-- Data supplied follows --

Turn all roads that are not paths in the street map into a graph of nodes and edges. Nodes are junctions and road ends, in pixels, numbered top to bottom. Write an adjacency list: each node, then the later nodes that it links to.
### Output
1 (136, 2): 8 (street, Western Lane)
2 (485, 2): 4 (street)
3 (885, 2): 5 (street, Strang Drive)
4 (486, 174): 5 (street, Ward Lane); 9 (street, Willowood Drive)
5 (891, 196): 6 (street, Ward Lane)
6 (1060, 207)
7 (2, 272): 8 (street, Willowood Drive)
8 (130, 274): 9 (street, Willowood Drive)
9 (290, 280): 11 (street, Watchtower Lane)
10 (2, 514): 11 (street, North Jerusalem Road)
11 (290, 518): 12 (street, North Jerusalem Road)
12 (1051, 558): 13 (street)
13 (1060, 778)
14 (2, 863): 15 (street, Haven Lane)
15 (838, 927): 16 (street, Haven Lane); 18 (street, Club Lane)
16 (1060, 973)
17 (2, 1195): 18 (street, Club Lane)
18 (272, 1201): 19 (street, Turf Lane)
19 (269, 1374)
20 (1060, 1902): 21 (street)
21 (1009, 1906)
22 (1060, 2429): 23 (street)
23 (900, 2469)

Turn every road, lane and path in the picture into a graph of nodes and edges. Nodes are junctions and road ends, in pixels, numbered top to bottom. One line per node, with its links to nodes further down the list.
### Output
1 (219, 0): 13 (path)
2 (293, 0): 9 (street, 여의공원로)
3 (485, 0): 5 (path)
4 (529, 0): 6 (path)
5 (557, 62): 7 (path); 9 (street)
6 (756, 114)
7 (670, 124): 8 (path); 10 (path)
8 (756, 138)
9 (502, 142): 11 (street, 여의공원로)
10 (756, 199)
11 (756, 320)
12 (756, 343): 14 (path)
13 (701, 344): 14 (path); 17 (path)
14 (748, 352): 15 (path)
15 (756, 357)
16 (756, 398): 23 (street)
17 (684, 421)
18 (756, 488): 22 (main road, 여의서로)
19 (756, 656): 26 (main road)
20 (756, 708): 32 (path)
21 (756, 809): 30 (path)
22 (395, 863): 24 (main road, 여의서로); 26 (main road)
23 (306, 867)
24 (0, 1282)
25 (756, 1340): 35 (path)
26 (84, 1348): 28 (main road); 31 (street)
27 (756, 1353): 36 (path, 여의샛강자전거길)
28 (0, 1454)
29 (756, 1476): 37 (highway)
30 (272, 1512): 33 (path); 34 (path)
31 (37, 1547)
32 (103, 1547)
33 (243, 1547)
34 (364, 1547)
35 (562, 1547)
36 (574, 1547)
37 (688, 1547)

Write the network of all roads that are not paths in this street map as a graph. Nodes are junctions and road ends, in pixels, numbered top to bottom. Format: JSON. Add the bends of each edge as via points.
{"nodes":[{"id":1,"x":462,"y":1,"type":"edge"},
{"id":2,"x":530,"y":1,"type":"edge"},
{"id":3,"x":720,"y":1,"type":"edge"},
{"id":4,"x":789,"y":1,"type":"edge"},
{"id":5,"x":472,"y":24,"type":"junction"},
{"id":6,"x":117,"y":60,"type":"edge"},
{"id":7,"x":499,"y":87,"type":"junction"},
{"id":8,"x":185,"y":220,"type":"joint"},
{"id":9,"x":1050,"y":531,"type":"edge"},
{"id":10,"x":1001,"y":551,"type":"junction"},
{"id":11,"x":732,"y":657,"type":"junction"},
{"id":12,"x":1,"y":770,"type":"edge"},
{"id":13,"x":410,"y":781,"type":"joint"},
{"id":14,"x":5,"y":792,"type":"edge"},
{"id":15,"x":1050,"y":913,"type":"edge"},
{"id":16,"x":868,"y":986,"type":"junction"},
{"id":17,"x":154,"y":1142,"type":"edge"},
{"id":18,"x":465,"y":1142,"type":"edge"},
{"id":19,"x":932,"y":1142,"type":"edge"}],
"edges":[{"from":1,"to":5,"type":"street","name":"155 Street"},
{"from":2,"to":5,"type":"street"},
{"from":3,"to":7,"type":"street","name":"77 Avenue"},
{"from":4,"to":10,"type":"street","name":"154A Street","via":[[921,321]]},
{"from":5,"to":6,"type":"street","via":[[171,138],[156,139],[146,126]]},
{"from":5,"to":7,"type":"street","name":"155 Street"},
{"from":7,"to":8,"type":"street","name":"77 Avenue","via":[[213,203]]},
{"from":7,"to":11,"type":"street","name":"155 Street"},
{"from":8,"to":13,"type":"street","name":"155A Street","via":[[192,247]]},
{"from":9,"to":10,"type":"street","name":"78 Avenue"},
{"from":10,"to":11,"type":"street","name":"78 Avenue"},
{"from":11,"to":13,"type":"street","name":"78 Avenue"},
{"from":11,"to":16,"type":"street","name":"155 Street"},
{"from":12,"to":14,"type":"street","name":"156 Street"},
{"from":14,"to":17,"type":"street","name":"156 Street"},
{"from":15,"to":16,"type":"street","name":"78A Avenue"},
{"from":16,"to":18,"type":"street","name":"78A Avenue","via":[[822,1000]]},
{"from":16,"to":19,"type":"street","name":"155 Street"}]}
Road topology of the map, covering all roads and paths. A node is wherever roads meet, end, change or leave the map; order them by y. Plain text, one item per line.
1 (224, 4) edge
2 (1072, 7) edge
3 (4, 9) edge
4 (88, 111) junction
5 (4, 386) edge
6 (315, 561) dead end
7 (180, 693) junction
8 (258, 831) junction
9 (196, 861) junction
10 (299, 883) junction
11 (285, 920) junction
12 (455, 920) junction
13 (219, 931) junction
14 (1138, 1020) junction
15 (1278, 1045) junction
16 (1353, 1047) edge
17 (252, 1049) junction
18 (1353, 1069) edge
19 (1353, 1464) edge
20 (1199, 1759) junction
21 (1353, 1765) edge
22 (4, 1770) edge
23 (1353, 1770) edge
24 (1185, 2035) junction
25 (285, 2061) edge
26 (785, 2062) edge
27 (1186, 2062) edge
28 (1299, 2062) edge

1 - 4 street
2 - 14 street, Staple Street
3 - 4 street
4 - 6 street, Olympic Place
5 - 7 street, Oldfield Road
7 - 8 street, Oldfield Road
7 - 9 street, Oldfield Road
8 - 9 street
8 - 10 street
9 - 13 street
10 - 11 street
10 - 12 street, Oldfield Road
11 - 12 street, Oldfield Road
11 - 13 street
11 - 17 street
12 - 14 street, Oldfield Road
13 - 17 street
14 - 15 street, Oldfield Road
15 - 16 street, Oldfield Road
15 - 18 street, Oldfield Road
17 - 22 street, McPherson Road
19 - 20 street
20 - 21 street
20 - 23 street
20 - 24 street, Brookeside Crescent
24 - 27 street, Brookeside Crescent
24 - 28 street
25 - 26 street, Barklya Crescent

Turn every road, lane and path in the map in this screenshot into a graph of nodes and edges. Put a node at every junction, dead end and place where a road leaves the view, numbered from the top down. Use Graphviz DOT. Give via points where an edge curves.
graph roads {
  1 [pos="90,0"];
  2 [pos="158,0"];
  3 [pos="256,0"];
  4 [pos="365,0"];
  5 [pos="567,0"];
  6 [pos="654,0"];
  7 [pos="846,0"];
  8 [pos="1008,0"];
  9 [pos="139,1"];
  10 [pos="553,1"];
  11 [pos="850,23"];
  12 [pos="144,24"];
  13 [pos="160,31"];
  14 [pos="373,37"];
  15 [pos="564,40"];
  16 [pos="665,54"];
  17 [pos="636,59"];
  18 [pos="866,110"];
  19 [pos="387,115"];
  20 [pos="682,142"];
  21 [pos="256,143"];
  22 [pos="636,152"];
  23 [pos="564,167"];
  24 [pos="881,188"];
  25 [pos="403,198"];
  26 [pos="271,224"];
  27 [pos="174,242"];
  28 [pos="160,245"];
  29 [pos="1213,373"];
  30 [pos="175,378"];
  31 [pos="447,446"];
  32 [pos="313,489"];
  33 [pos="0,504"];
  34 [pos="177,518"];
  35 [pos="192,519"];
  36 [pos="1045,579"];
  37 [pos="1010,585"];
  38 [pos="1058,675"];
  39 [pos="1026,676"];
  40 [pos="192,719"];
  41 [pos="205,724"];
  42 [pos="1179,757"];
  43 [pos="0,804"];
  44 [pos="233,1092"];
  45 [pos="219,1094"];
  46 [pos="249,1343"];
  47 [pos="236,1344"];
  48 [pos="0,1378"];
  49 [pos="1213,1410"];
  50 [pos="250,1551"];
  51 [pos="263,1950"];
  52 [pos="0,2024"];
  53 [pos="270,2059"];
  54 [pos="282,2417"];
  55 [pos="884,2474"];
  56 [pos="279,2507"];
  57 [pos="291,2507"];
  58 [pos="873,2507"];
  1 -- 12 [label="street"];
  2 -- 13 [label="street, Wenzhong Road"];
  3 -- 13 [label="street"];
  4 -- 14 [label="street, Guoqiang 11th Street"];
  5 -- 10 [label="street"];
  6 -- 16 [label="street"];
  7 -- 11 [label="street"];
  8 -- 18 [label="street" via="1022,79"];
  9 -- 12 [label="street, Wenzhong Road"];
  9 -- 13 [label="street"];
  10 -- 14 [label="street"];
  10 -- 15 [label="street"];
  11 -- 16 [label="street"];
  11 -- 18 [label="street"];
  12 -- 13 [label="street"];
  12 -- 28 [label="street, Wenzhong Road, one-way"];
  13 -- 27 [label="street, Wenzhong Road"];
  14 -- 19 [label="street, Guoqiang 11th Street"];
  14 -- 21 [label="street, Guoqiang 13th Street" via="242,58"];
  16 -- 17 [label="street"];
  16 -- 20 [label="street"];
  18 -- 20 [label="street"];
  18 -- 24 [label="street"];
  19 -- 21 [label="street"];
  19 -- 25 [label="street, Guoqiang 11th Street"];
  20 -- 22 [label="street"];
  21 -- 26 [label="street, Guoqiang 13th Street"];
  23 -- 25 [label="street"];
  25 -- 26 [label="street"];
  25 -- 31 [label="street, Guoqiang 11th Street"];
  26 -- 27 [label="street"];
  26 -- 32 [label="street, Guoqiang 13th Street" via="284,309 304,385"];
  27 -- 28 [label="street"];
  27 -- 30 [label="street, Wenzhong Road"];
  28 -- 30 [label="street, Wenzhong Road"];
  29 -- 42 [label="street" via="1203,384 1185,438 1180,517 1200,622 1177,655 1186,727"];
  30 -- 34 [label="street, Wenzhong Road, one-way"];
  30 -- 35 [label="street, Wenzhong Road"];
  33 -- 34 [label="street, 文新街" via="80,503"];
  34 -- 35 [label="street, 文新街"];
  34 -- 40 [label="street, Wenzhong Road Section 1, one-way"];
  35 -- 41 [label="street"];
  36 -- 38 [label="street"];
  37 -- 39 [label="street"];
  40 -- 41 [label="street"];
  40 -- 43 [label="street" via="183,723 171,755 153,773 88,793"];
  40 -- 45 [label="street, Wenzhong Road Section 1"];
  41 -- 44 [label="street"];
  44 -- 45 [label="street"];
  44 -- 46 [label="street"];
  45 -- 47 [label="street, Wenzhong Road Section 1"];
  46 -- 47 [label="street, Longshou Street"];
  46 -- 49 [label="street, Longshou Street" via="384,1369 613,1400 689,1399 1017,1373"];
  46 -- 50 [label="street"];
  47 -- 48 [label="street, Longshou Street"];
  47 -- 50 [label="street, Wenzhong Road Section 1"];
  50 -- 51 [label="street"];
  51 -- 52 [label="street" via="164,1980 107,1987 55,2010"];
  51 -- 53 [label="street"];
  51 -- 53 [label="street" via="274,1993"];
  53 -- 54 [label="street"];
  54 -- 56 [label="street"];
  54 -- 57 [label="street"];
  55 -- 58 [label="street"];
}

-- Data supplied concluded --

[What you will do] If a line in the data above includes the string "Brookeside", copy it.

[Exercise response]
20 - 24 street, Brookeside Crescent
24 - 27 street, Brookeside Crescent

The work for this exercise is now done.